La martensite formée lors de la trempe contient d'énormes contraintes internes. Si ces contraintes ne sont pas relâchées par le revenu, elles peuvent provoquer une fissuration spontanée de la pièce, parfois des heures ou des jours après la trempe, dans un phénomène connu sous le nom de fissuration retardée. La trempe doit être effectuée dès que la pièce atteint environ 50°C à 65°C (120°F à 150°F) après trempe. Retarder cette étape risque de provoquer une défaillance de la pièce et est considéré comme une grave erreur de processus dans tous les ateliers de traitement thermique.

Comment choisir entre recuit et normalisation pour un acier à faible teneur en carbone ?

Pour les aciers à faible teneur en carbone qui subiront un formage à froid ou un emboutissage profond, le recuit est la méthode préférée. traitement thermique car il produit l’état le plus doux et le plus ductile. Si le composant est destiné à un usage structurel où une certaine résistance est requise, la normalisation est le meilleur choix car elle offre une granulométrie plus fine et des propriétés mécaniques améliorées sans le coût d'un refroidissement prolongé du four. La décision dépend également des étapes de fabrication ultérieures : le recuit est idéal pour le pré-usinage, tandis que la normalisation sert souvent de traitement final pour les profilés laminés à chaud.

Les quatre types de heat treatment Le recuit, la normalisation, le durcissement et le revenu constituent une boîte à outils complète pour manipuler les propriétés mécaniques de l'acier.

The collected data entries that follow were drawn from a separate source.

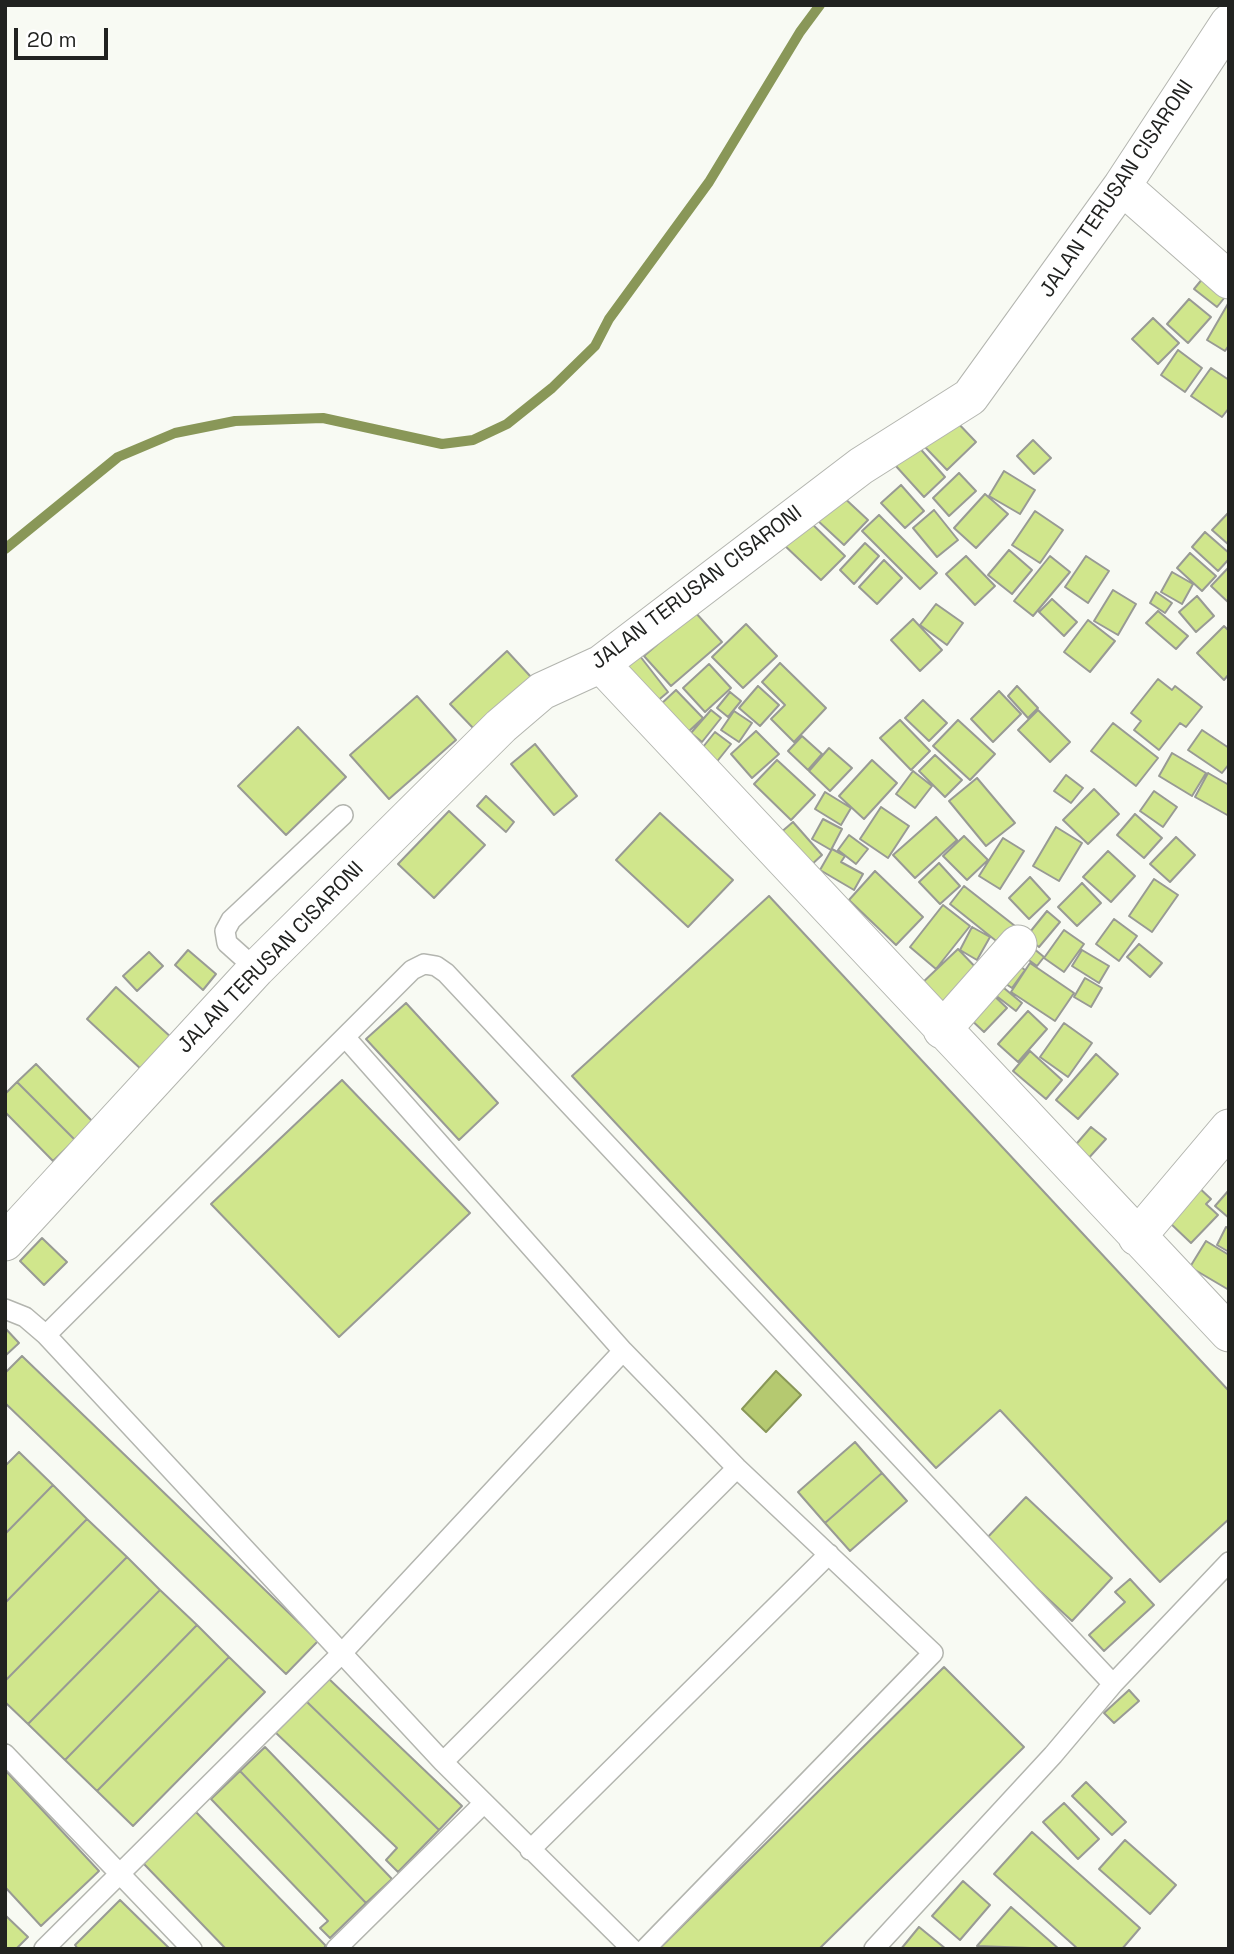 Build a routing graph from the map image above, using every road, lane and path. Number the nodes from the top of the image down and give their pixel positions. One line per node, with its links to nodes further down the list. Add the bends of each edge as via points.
1 (1229, 23): 2 (street, JALAN TERUSAN CISARONI)
2 (1122, 186): 3 (street); 4 (street, JALAN TERUSAN CISARONI, via 970,397 861,466)
3 (1229, 280)
4 (601, 663): 7 (street, JALAN TERUSAN CISARONI, via 542,691 501,726); 8 (street)
5 (343, 815): 7 (lane, via 231,920 225,931 227,943)
6 (1018, 944): 8 (street)
7 (256, 969): 12 (street, JALAN TERUSAN CISARONI)
8 (942, 1030): 11 (street)
9 (345, 1037): 15 (lane); 16 (lane); 21 (lane, via 411,970 424,964 446,973)
10 (1229, 1128): 11 (street)
11 (1137, 1237): 14 (street)
12 (5, 1242)
13 (5, 1309): 15 (lane, via 25,1317)
14 (1229, 1333)
15 (46, 1335): 20 (lane)
16 (623, 1351): 17 (lane); 20 (lane)
17 (737, 1468): 18 (lane); 23 (lane)
18 (829, 1554): 25 (lane); 31 (lane, via 933,1653)
19 (1229, 1562): 21 (lane)
20 (342, 1653): 23 (lane); 26 (lane)
21 (1113, 1684): 32 (lane)
22 (5, 1754): 26 (lane)
23 (443, 1762): 24 (lane)
24 (483, 1804): 25 (lane); 29 (lane)
25 (530, 1850): 30 (lane)
26 (120, 1875): 27 (lane); 28 (lane)
27 (44, 1949)
28 (192, 1949)
29 (336, 1949)
30 (632, 1949)
31 (645, 1949)
32 (874, 1949)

Chaque processus répond à un besoin d'ingénierie différent : le recuit crée une base souple et sans contrainte pour le formage ; la normalisation affine et homogénéise la structure pour plus de fiabilité ; le durcissement pousse l'acier à sa dureté maximale possible ; et la trempe transforme cette dureté fragile en une combinaison sûre et utilisable de résistance et de ténacité. Ensemble, ces processus permettent la production de composants allant de la tôle souple et pliable aux arêtes de coupe ultra-dures, et ils restent aussi essentiels à la fabrication moderne qu'ils l'étaient il y a un siècle.